# When to clean out deep litter?



## italgal81 (Aug 16, 2014)

What night temps am I looking at to be the ok to clean out the deep litter? This is our first year with goats. I don't want them to be cold but I'm itching to have it clean in there.


----------



## sweetgoats (Oct 18, 2007)

Some people keep it deep during the winter. it is deeper of course and that way they are not on the cold ground even with a thin layer of straw. It all depends on how bad the ammonia smell is for me. If it is strong for me and I am a lot farther off the ground then they are. Would I want my nose that close to the strong ammonia smell? I know mine needs to be done as well.


----------



## sweetgoats (Oct 18, 2007)

Something else I do is I put a add on Craigslist for anyone that wants free manure and straw for their gardens come get it but bring a pitchfork, shovel or anything else you need to get it out. Yep people come clean my barn for me, it is great.


----------



## canyontrailgoats (Jan 4, 2014)

I clean it out once the days are so warm that you can start smelling stuff...


----------



## groovyoldlady (Jul 21, 2011)

We just cleaned ours out yesterday in preparation for kidding. Our nights are still cold (10ºF for tomorrow night), but as soon as the "stink" begins, the bedding has to go! The does keep each other warm...


----------



## Frosty (Feb 13, 2010)

I spent the day today cleaning out my girls stall. Walked in there last night and the smell almost knocked me over so it went out of there today. Will do the other two stalls this weekend if its nice. They aren't smelly yet but only each have two goats in them.. At least the worst one is done.


----------



## GoatieGranny (Jul 26, 2013)

We usually end up doing it when it starts to stink...usually when the nights start reaching 35 degrees or so. I want it warm for when the kids arrive, but I want it really clean, too. It's always a struggle for me to decide when to do it.


----------



## dreamacresfarm2 (May 10, 2014)

weather is expected to be above freezing here mostly - cleaning out the deep litter so I can lime and rebed for kidding.


----------



## dwarfgoats3 (Mar 26, 2015)

I have 3 nigerian dwarf goats. They have a fenced in area on what was lawn/weedy area. They have a chicken coop they sleep in at night. My question is how do I clean out the enclosed area? I clean out the coop when needed but don't know what to do for the rest! I am a first time goat owner!


----------



## goathiker (Apr 14, 2011)

The yards I dampen with a hose nozzle and rake them out. It works well and I don't lose as much dirt with it dampened.


----------



## SalteyLove (Jun 18, 2011)

I use a plastic leaf rake to get debris, poop, stray branches etc in to a pile in the pens and then a manure fork to put it in a wheel barrow or tractor bucket to go to a compost pile.


----------



## dwarfgoats3 (Mar 26, 2015)

thanks a lot!


----------



## lottsagoats1 (Apr 12, 2014)

I used to let it grow all winter and when it got to where I couldn't open the doors I would clean it. Then I started doing what someone suggested-get down on my knees at goat level and sniff. UGH! even in the middle of winter (-0) those stalls stunk with ammonia.

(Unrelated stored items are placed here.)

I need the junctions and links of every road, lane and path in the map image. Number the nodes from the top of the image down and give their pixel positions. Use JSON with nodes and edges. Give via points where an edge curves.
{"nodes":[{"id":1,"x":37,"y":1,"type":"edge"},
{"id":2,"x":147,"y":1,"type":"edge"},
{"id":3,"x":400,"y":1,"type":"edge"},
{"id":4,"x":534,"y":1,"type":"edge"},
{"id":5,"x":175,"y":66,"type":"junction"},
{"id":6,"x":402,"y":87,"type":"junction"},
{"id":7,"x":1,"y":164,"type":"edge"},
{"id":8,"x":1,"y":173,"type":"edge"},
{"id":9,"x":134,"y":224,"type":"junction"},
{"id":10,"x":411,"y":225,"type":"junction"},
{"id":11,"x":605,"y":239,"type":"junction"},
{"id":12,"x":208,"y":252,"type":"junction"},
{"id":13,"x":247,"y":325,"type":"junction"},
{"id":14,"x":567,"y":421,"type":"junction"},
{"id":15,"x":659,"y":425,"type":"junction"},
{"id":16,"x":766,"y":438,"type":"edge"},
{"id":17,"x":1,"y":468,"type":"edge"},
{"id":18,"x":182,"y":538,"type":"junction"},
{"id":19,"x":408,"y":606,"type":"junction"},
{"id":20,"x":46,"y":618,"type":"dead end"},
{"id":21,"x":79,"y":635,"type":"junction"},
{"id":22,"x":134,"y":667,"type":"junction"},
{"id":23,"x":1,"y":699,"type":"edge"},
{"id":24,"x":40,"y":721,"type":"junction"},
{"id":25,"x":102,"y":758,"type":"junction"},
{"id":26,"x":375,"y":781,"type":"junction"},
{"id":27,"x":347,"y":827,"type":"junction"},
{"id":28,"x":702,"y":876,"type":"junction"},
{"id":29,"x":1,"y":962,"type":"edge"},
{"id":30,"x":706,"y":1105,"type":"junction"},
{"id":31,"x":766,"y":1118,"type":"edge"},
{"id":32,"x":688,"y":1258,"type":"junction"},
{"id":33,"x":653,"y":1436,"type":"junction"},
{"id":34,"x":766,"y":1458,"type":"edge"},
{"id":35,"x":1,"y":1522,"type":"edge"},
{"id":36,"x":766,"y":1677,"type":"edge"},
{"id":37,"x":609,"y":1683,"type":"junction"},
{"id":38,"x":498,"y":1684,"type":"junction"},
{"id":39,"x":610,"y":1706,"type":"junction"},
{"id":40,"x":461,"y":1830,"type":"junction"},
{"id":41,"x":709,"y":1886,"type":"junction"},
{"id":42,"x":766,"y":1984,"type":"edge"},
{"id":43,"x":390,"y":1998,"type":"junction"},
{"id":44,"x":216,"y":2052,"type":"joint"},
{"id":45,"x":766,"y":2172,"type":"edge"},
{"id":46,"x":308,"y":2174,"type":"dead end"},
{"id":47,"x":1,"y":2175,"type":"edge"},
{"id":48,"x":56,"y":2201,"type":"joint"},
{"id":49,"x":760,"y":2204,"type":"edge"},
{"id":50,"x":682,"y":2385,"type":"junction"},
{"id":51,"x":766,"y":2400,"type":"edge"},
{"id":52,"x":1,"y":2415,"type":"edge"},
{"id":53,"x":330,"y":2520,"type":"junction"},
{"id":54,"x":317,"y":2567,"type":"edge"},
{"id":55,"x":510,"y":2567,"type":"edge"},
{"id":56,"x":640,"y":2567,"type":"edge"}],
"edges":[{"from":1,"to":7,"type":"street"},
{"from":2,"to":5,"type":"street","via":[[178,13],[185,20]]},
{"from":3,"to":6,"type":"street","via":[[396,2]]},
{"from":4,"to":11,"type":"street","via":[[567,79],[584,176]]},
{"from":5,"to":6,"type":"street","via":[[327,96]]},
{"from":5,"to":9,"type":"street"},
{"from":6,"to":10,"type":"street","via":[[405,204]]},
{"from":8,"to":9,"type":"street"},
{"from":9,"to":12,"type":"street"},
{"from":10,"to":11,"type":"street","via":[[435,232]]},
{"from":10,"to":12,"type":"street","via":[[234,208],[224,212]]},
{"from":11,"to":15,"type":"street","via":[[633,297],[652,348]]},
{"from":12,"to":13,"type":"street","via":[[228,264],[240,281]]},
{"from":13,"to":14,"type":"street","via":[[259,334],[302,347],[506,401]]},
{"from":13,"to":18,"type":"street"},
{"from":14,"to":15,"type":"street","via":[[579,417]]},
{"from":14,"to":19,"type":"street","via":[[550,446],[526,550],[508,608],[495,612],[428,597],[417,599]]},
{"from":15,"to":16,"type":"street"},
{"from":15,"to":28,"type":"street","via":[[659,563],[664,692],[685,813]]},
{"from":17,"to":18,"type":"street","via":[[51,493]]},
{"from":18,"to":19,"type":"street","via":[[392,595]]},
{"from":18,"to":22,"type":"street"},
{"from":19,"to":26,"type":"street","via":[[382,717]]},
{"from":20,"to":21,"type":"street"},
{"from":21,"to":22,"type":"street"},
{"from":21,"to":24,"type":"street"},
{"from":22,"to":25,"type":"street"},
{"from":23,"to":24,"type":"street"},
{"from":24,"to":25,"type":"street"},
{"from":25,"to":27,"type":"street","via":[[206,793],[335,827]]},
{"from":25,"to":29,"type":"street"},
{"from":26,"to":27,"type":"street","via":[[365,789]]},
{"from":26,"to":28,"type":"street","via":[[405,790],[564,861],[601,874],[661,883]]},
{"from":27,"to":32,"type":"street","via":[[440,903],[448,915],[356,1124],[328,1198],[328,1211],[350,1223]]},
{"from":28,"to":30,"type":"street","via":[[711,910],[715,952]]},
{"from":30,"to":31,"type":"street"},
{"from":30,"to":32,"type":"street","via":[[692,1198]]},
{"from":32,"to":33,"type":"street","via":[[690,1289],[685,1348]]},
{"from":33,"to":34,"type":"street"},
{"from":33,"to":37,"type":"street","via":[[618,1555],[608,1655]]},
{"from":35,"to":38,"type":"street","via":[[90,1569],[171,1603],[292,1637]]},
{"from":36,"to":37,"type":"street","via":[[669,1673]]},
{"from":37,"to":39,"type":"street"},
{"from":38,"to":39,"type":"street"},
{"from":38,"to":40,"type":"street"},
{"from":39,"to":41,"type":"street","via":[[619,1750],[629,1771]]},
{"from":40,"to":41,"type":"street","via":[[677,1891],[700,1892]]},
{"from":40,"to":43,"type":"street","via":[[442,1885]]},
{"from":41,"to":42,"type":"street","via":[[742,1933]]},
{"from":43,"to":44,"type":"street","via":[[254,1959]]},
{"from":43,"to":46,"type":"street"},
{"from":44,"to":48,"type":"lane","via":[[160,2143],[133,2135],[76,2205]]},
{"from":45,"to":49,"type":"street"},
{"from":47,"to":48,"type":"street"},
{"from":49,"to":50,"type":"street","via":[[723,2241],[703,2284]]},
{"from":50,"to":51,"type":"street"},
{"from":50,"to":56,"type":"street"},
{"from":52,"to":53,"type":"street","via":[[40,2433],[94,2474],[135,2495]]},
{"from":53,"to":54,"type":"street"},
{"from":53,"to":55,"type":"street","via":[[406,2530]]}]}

Between the smell and the intensive labor in the spring, I changed my system and started cleaning the pens daily. Every morning and evening I would rake out the spilled hay. The stalls were bedded with dry shavings. Once a week I removed everything from the stalls and rebedded. 

This has worked great for me. No 2 day spring stall cleaning marathons wearing a gas mask. It cut way back on mid-winter coughing goats. It helped my asthmatic lungs. When the does kidded, I would fluff up dry straw in the corners for them to kid on and for the kids to burrow into. 

No more deep litter for me. I now have healthier goats and I don't end up with painful tendons and joints from cleaning the deep litter by hand or fighting the doors that are clogged with deep litter!!!!! My goats have not gotten cold, even in the -30 we had this year.


----------



## NyGoatMom (Jan 26, 2013)

I agree...we clean out once a week with 3 does in the shed. In really bad winter months we let is pile up and we keep adding dry bedding but not for longer than 2 months...and only that long because we can't get to the compost pile! I like to keep them clean vs wait...that is always ten times harder.


----------



## lottsagoats1 (Apr 12, 2014)

My manure pile door got snowed in with 6 feet of snow. I've had to dump manure and stall cleanings in the middle of the horse pasture. I still can't get to the manure pile, probably won't for another 2-3 weeks. I have a decent mountain out there now. Great for planting pumpkins.


----------